Грязь на снегу | страница 38



— Под плитой.

— Под какой?

— Сам знаешь. Под третьей. Той, что с трещиной.



Пока Франк искал, чем приподнять плиту в коридоре, Стан стерег старуху на кухне. Она угостила его кофе. франк смутно слышал, как она бубнит:

— Он приходил к нам почти каждый день. И я всегда держала для него пирожные в той вон коробке.

Тут она понизила голос и, словно говоря с соседом, а не с грабителем, лицо у которого закрыто платком, прибавила:

— Боже мой, сударь, неужто он сделался вором? Да еще носит оружие! А пистолет у него вправду заряжен?

Франк разыскал часы, разложенные по футлярам и завернутые в несколько слоев мешковины. Он резко бросает:

— Стан!

Осталось только уехать. С делом покончено. Но старая дура все бубнит:

— Как вы думаете, выпьет он чашку кофе?

— Стан!

Она цепляется за них, тащится следом по коридору.

— Господи, видели бы люди!.. А я-то…

Им остается выйти и сесть в машину, ожидающую в двухстах метрах оттуда. Даже если старуха в силах закричать достаточно громко, чтобы всполошить соседей, ничто не переменится: машины в деревне без горючего, телефон по ночам не работает.

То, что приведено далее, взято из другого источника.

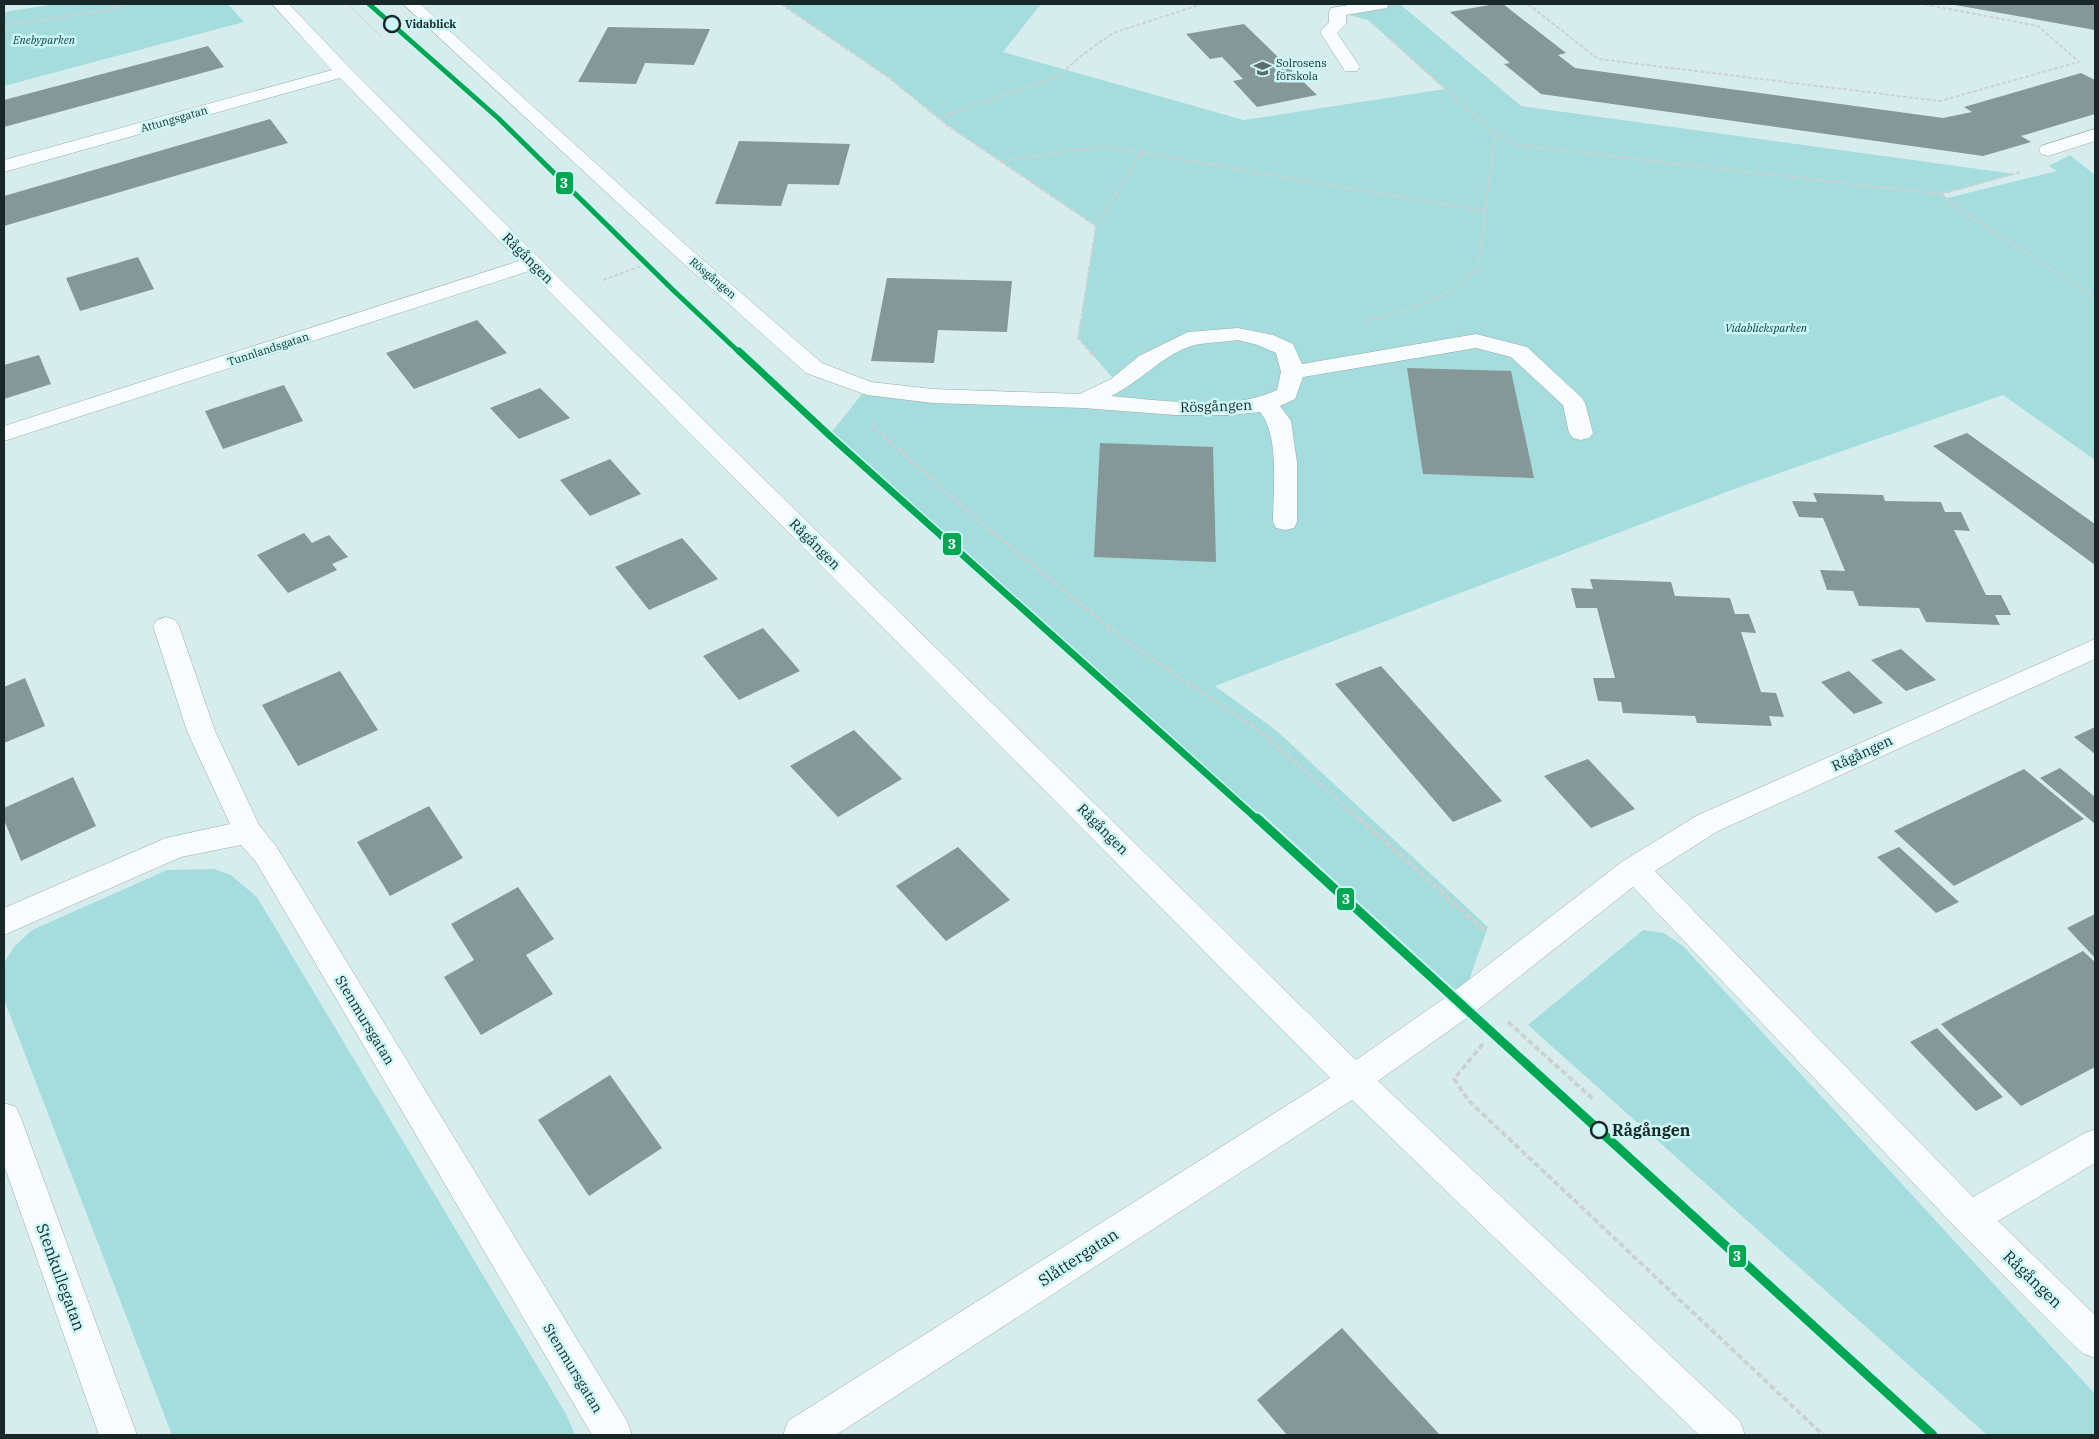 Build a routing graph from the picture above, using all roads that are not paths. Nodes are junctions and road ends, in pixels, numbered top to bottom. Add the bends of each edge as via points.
1 (280, 4) edge
2 (411, 4) edge
3 (1382, 4) edge
4 (1345, 8) edge
5 (1351, 67) dead end
6 (344, 72) junction
7 (2095, 135) edge
8 (2048, 150) road end
9 (4, 166) edge
10 (533, 263) junction
11 (1293, 372) junction
12 (1083, 401) junction
13 (1266, 404) junction
14 (1582, 433) dead end
15 (4, 434) edge
16 (1285, 522) dead end
17 (166, 626) dead end
18 (2095, 648) edge
19 (248, 832) junction
20 (1634, 869) junction
21 (4, 922) edge
22 (1354, 1080) junction
23 (4, 1118) edge
24 (2095, 1145) edge
25 (1970, 1218) junction
26 (2095, 1340) edge
27 (118, 1435) edge
28 (613, 1435) edge
29 (802, 1435) edge
30 (1726, 1435) edge

1 - 6 street, Rågången
2 - 12 street, Rösgången via 814,368 867,388 933,396
3 - 4 street
4 - 5 street via 1338,24 1328,32
6 - 9 street, Attungsgatan
6 - 10 street, Rågången
7 - 8 street
10 - 15 street, Tunnlandsgatan
10 - 22 street, Rågången
11 - 12 street, Rösgången via 1285,349 1265,340 1238,334 1188,339 1147,361 1119,384
11 - 13 street, Rösgången via 1293,382 1287,394
11 - 14 street via 1476,341 1519,352 1574,403
12 - 13 street, Rösgången via 1175,408
13 - 16 street via 1280,420
17 - 19 street, Stenmursgatan via 201,732
18 - 20 street, Rågången via 1708,823
19 - 21 street via 176,846
19 - 28 street, Stenmursgatan via 266,854
20 - 22 street, Rågången via 1460,1005
20 - 25 street, Rågången
22 - 29 street, Slåttergatan
22 - 30 street, Rågången
23 - 27 street, Stenkullegatan
24 - 25 street
25 - 26 street, Rågången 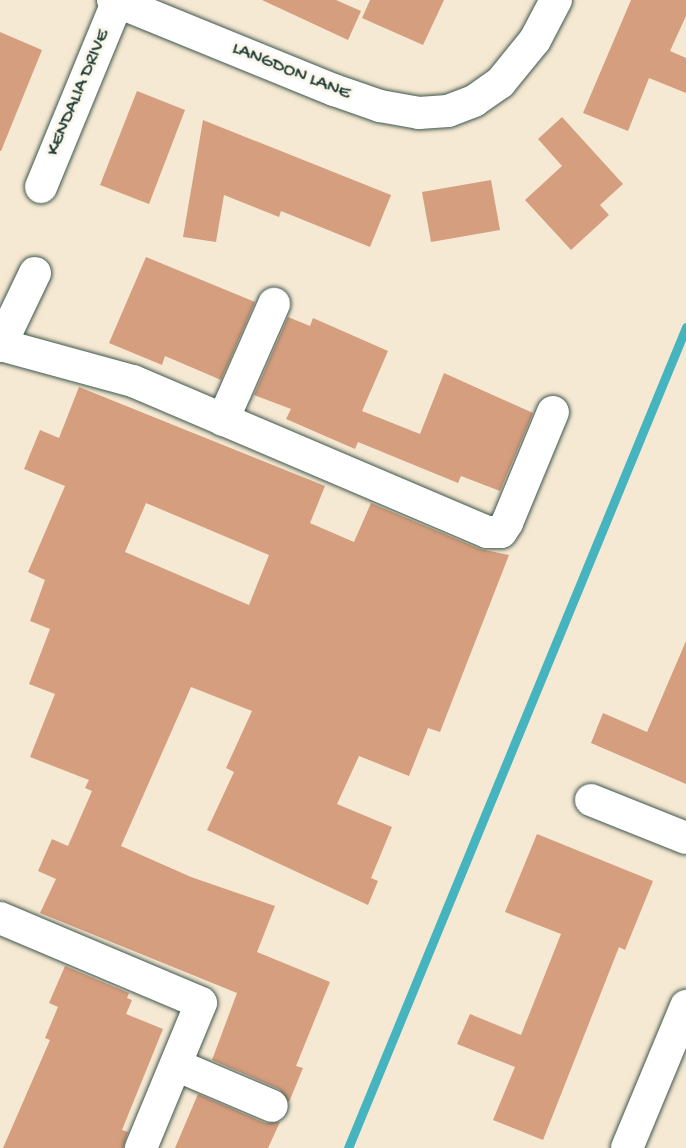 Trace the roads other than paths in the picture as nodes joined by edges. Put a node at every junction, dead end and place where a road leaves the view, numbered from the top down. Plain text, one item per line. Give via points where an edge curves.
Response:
1 (556, 0) edge
2 (116, 1) edge
3 (41, 187) dead end
4 (35, 273) dead end
5 (274, 304) dead end
6 (0, 346) edge
7 (553, 412) dead end
8 (223, 420) junction
9 (591, 800) dead end
10 (686, 838) edge
11 (0, 918) edge
12 (686, 1006) edge
13 (176, 1065) junction
14 (272, 1106) dead end
15 (141, 1148) edge
16 (627, 1148) edge

1 - 2 street, LANGDON LANE via 534,40 500,83 474,101 448,111 419,113 380,106
2 - 3 street, KENDALIA DRIVE
4 - 6 street
5 - 8 street
6 - 8 street via 132,381
7 - 8 street via 501,532 487,532
9 - 10 street
11 - 13 street via 201,1003
12 - 16 street
13 - 14 street
13 - 15 street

Франк приоткрыл дверь, осмотрел залитую луной безлюдную площадь. Он роняет:

— Давай…

Стан понимает, что это значит. Старуха видела Франка в лицо. Она его знает. В одних случаях рассчитывать на покровительство оккупантов можно. В других, Бог весть почему, они бросают вас на произвол судьбы, и полиция мгновенно пользуется этим. Нет, сколько с этими чужеземцами ни водись, в их поведении всегда есть что-то загадочное.

Словом, уверенности никогда нет.

Стан, держа в руке мешок с часами, выносит его на улицу. Слышно, как поскрипывает на морозце снег.

Потом дверь за парнем закрывается. Раздается приглушенный выстрел. Дверь снова распахивается, и Стан видит желтоватый прямоугольник света, который суживается и наконец исчезает совсем.

Он слышит торопливые шаги за спиной, и рука Франка принимает от него мешок.

И только у самой машины, благо они пока еще вдвоем, Стан вздыхает:

— Старая дева!

На слова его отвечает лишь молчание. Франк садится, протягивает, не оборачиваясь, в кузов пачку сигарет, закуривает сам и сухо командует:

— В город!

Его мутит, но он предвидит, что это ненадолго. Накатило на него в машине. До этого он держал нервы в узде.

А тут вдруг они сдали. Так, малость. Парни ничего не заметят. Просто внутри нечто вроде конвульсии, спазма.

Франку приходится сделать над собой усилие, чтобы унять дрожь в пальцах; ему кажется, что из груди к горлу подкатывает пузырь воздуха.